In several recent instances, large VA facilities filled chief executive officer positions with associate directors, which would have been "really unusual" in the past, Henry says. Los Angeles was among them. "It's a tough place to put your talented freshman quarterback in the game to take on your biggest rival," he says. "It's not the kind of place you want to try your wings as a first-time CEO of a health-care organization."

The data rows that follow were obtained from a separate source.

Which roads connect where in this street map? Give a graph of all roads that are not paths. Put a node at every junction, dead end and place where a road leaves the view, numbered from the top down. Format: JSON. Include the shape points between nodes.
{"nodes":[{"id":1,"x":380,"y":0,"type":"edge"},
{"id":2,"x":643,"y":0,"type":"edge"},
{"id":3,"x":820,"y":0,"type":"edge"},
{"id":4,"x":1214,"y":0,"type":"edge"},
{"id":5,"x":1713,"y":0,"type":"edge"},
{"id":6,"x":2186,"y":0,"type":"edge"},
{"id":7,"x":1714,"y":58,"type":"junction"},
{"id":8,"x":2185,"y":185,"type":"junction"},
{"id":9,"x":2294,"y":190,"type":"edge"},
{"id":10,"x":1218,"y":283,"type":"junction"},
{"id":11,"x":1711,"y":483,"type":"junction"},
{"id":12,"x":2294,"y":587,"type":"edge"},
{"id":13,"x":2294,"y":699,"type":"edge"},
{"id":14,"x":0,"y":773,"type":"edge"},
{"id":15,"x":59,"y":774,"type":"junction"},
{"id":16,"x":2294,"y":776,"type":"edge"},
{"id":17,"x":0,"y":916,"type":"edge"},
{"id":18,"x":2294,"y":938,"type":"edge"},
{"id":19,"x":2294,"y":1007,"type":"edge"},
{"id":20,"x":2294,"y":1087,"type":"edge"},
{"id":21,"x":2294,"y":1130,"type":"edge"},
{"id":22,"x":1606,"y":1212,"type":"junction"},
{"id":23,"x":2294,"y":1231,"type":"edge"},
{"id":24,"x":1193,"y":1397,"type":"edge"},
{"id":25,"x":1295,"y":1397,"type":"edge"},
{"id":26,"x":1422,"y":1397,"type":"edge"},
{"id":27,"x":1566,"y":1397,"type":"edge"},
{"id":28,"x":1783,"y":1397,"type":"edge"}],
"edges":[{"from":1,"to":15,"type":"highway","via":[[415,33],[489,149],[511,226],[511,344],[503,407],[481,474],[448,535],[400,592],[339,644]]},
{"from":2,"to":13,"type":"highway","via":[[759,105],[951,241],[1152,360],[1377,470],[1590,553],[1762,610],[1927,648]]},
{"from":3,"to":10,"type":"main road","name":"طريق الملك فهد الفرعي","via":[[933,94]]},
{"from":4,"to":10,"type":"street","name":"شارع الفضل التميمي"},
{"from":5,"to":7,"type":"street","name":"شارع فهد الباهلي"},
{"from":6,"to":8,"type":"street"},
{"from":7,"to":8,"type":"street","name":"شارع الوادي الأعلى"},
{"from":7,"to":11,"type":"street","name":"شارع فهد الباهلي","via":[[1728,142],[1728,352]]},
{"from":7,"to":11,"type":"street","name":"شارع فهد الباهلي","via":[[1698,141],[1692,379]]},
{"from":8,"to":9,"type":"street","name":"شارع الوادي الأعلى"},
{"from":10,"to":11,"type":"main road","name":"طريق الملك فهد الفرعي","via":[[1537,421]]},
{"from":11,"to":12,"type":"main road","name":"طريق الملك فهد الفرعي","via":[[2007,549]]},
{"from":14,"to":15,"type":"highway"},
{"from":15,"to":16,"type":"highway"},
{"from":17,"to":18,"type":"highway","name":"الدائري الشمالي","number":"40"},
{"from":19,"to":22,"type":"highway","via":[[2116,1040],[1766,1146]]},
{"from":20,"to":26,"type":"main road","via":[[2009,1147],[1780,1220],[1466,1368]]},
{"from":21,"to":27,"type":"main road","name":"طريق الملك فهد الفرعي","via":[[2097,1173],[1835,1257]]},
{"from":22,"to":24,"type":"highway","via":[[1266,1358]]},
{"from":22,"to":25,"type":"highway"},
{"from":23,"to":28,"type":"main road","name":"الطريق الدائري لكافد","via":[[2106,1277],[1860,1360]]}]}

Henry supports the concept of pay for performance, but, he says, most senior executives are waiting to see how it's implemented. "I don't think anyone is viewing this as a god-awful disaster, or an unalloyed blessing," he says. "The notion of pay for performance hardly seems shocking. We were under the impression that was what we had all along." Henry says that his performance expectations already stretch 30 pages. They include everything from boosting the number of patients who are counseled on quitting smoking to reducing the time patients have to wait for appointments.
Hard to Measure
Other senior executives are more wary. Some jobs, they say, particularly policy-related, scientific or legal positions, don't lend themselves so easily to quantifiable, objective performance standards. "A true sit-down evaluation?" asks Bruce Granger, a chief counsel with the Health and Human Services Department. "I don't think I've ever had one. Everyone is busy." He adds that it "always [has] been difficult to evaluate legal staff. You can't just say you [get high marks if] you win such a percentage of your cases." Managers can evaluate the quality of legal briefs, Granger says, but that's an inherently subjective process.
Drabkin also is doing some soul-searching about how his performance should be measured. He sets policies that guide GSA's huge contracting operation. "In acquisition, we have three measures that we use all the time: cost, schedule and performance." The first two are easy to gauge, he says. "How much does it cost us to spend a dollar? Did we get the best value? On schedule, did we issue the policy in a timely fashion?" But performance is much tougher, he says. One possibility Drabkin has pondered is to rely on customer satisfaction surveys, but then again, he says, "Some customers are satisfied with bad products."
Sanders says managers simply need to think harder: "How do you do it for scientists? How do you do it for attorneys? How do you do it for policy people? There are all sorts of ways to do this, and it's not a stretch." To win OPM certification and start raising SES salaries, agencies will have to show they can think harder.
Doubts aside, senior executives, almost universally, say they support the notion of pay for performance and hope they will be among those who benefit. Hope, it would seem, springs eternal.